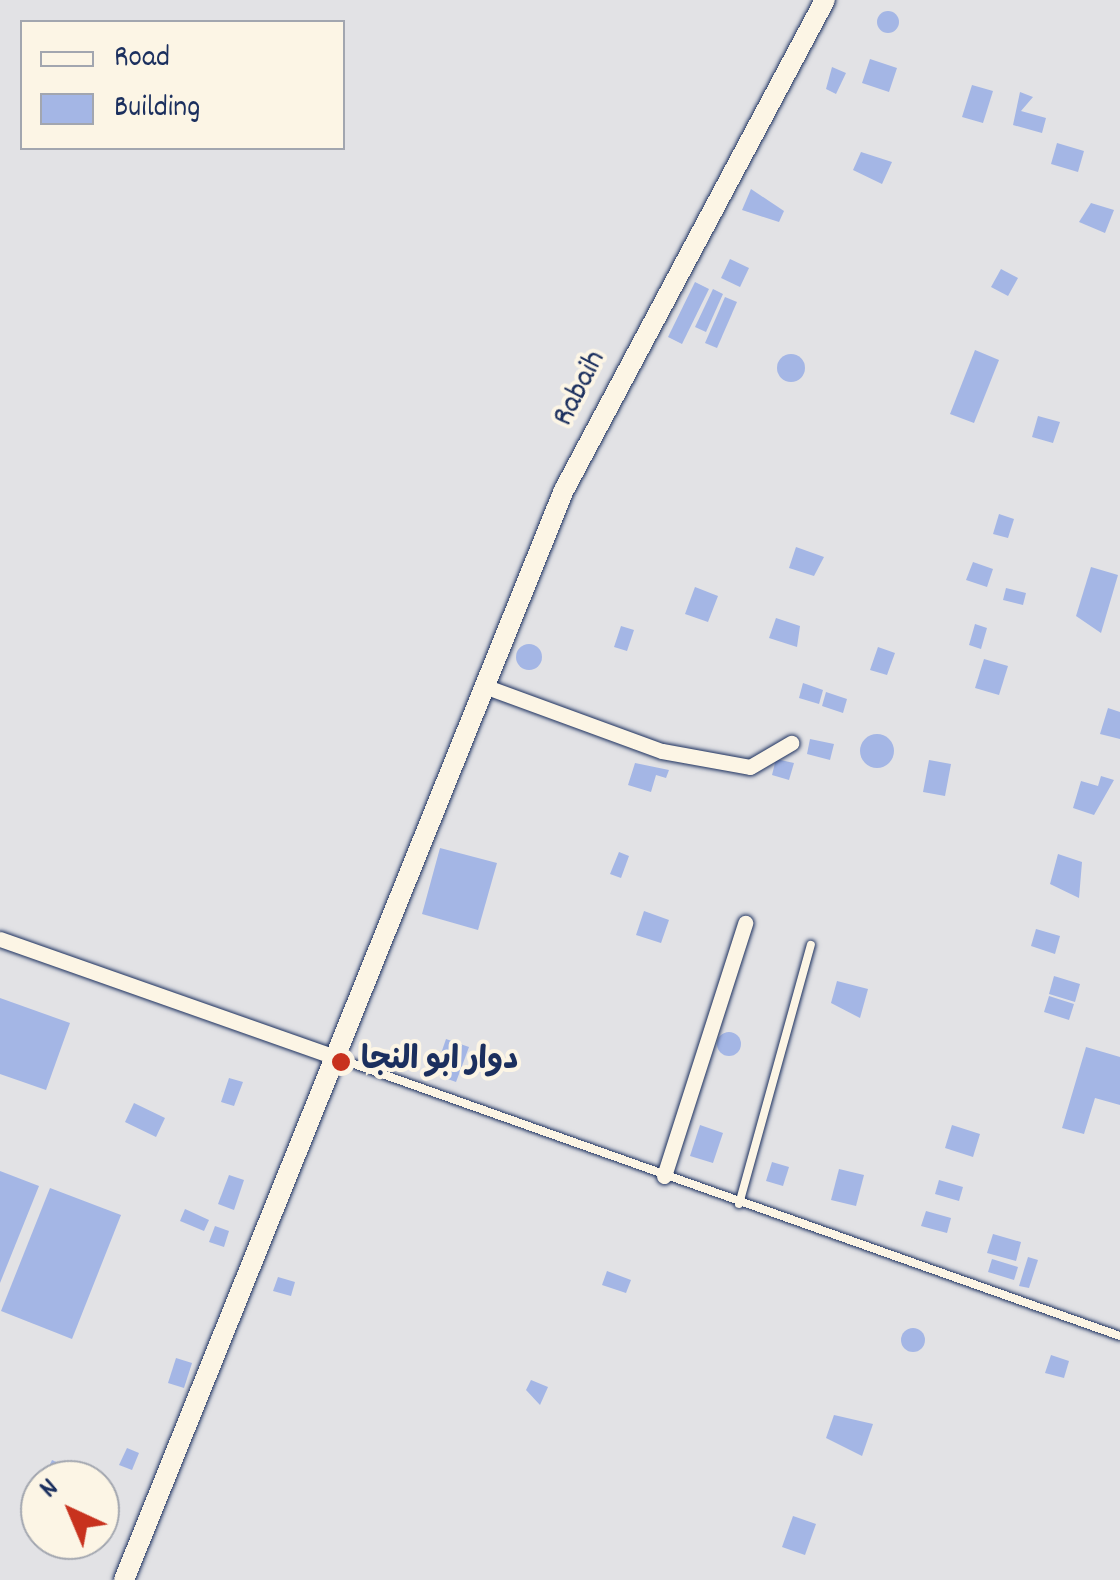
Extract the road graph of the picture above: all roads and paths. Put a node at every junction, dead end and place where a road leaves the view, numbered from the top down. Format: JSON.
{"nodes":[{"id":1,"x":825,"y":0,"type":"edge"},
{"id":2,"x":484,"y":686,"type":"junction"},
{"id":3,"x":792,"y":743,"type":"dead end"},
{"id":4,"x":744,"y":923,"type":"dead end"},
{"id":5,"x":0,"y":939,"type":"edge"},
{"id":6,"x":811,"y":945,"type":"dead end"},
{"id":7,"x":337,"y":1058,"type":"junction"},
{"id":8,"x":664,"y":1176,"type":"junction"},
{"id":9,"x":739,"y":1204,"type":"junction"},
{"id":10,"x":1120,"y":1336,"type":"edge"},
{"id":11,"x":124,"y":1580,"type":"edge"}],
"edges":[{"from":1,"to":2,"type":"street","name":"Rabaih"},
{"from":2,"to":3,"type":"street"},
{"from":2,"to":7,"type":"street","name":"Rabaih"},
{"from":4,"to":8,"type":"street"},
{"from":5,"to":7,"type":"street"},
{"from":6,"to":9,"type":"lane"},
{"from":7,"to":8,"type":"lane"},
{"from":7,"to":11,"type":"street","name":"Rabaih"},
{"from":8,"to":9,"type":"lane"},
{"from":9,"to":10,"type":"lane"}]}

— The task —
Return the data exactly as it stands, minus the pictures.

— Task answer —
Extract the road graph of the picture above: all roads and paths. Put a node at every junction, dead end and place where a road leaves the view, numbered from the top down. Format: JSON.
{"nodes":[{"id":1,"x":825,"y":0,"type":"edge"},
{"id":2,"x":484,"y":686,"type":"junction"},
{"id":3,"x":792,"y":743,"type":"dead end"},
{"id":4,"x":744,"y":923,"type":"dead end"},
{"id":5,"x":0,"y":939,"type":"edge"},
{"id":6,"x":811,"y":945,"type":"dead end"},
{"id":7,"x":337,"y":1058,"type":"junction"},
{"id":8,"x":664,"y":1176,"type":"junction"},
{"id":9,"x":739,"y":1204,"type":"junction"},
{"id":10,"x":1120,"y":1336,"type":"edge"},
{"id":11,"x":124,"y":1580,"type":"edge"}],
"edges":[{"from":1,"to":2,"type":"street","name":"Rabaih"},
{"from":2,"to":3,"type":"street"},
{"from":2,"to":7,"type":"street","name":"Rabaih"},
{"from":4,"to":8,"type":"street"},
{"from":5,"to":7,"type":"street"},
{"from":6,"to":9,"type":"lane"},
{"from":7,"to":8,"type":"lane"},
{"from":7,"to":11,"type":"street","name":"Rabaih"},
{"from":8,"to":9,"type":"lane"},
{"from":9,"to":10,"type":"lane"}]}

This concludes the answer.